═══ SOURCE RECORDS ═══
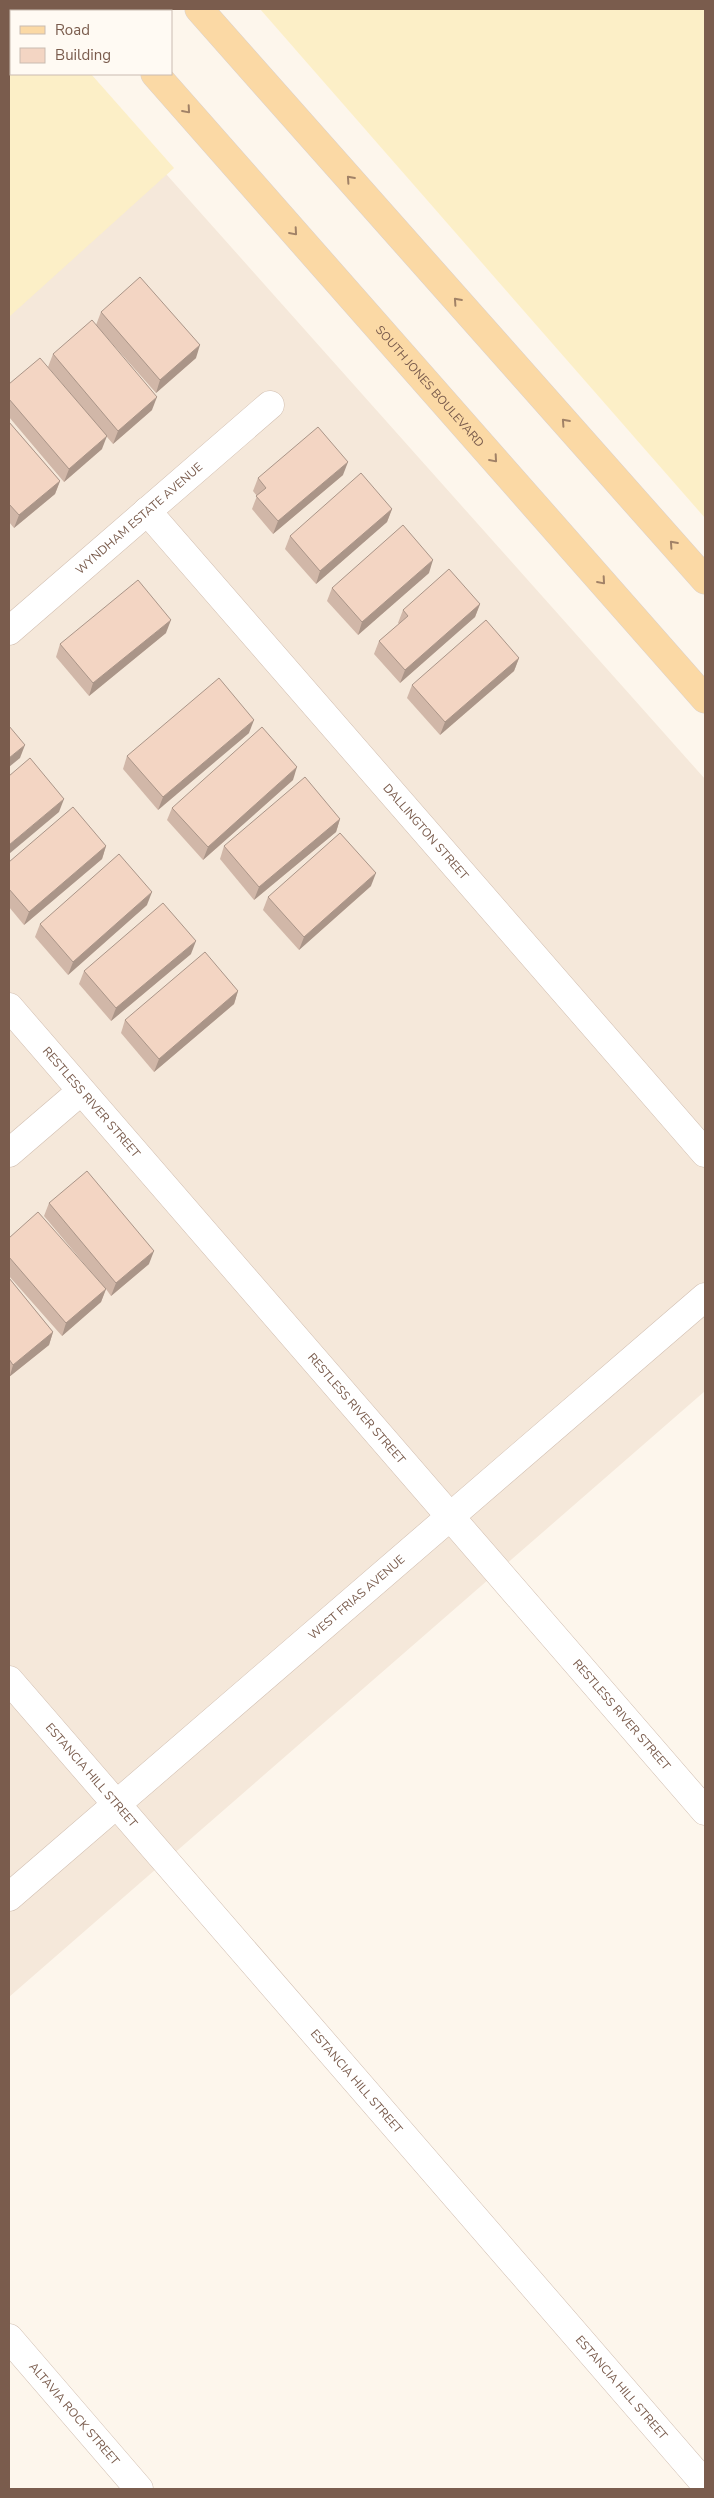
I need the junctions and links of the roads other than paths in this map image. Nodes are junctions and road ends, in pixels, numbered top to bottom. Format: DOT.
graph roads {
  1 [pos="199,9"];
  2 [pos="156,75"];
  3 [pos="270,406"];
  4 [pos="147,511"];
  5 [pos="705,580"];
  6 [pos="9,631"];
  7 [pos="705,699"];
  8 [pos="9,1007"];
  9 [pos="80,1092"];
  10 [pos="9,1153"];
  11 [pos="705,1153"];
  12 [pos="705,1297"];
  13 [pos="450,1518"];
  14 [pos="9,1680"];
  15 [pos="116,1804"];
  16 [pos="705,1811"];
  17 [pos="9,1897"];
  18 [pos="9,2338"];
  19 [pos="705,2484"];
  20 [pos="139,2489"];
  5 -- 1 [label="main road, one-way"];
  2 -- 7 [label="main road, SOUTH JONES BOULEVARD, one-way"];
  3 -- 4 [label="street, WYNDHAM ESTATE AVENUE"];
  4 -- 6 [label="street, WYNDHAM ESTATE AVENUE"];
  4 -- 11 [label="street, DALLINGTON STREET"];
  8 -- 9 [label="street, RESTLESS RIVER STREET"];
  9 -- 10 [label="street"];
  9 -- 13 [label="street, RESTLESS RIVER STREET"];
  12 -- 13 [label="street, WEST FRIAS AVENUE"];
  13 -- 15 [label="street, WEST FRIAS AVENUE"];
  13 -- 16 [label="street, RESTLESS RIVER STREET"];
  14 -- 15 [label="street, ESTANCIA HILL STREET"];
  15 -- 17 [label="street, WEST FRIAS AVENUE"];
  15 -- 19 [label="street, ESTANCIA HILL STREET"];
  18 -- 20 [label="street, ALTAVIA ROCK STREET"];
}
═══
§ EXERCISE
What the answer needs is every line from the data above with "WYNDHAM" in it.

§ SOLVED EXERCISE
  3 -- 4 [label="street, WYNDHAM ESTATE AVENUE"];
  4 -- 6 [label="street, WYNDHAM ESTATE AVENUE"];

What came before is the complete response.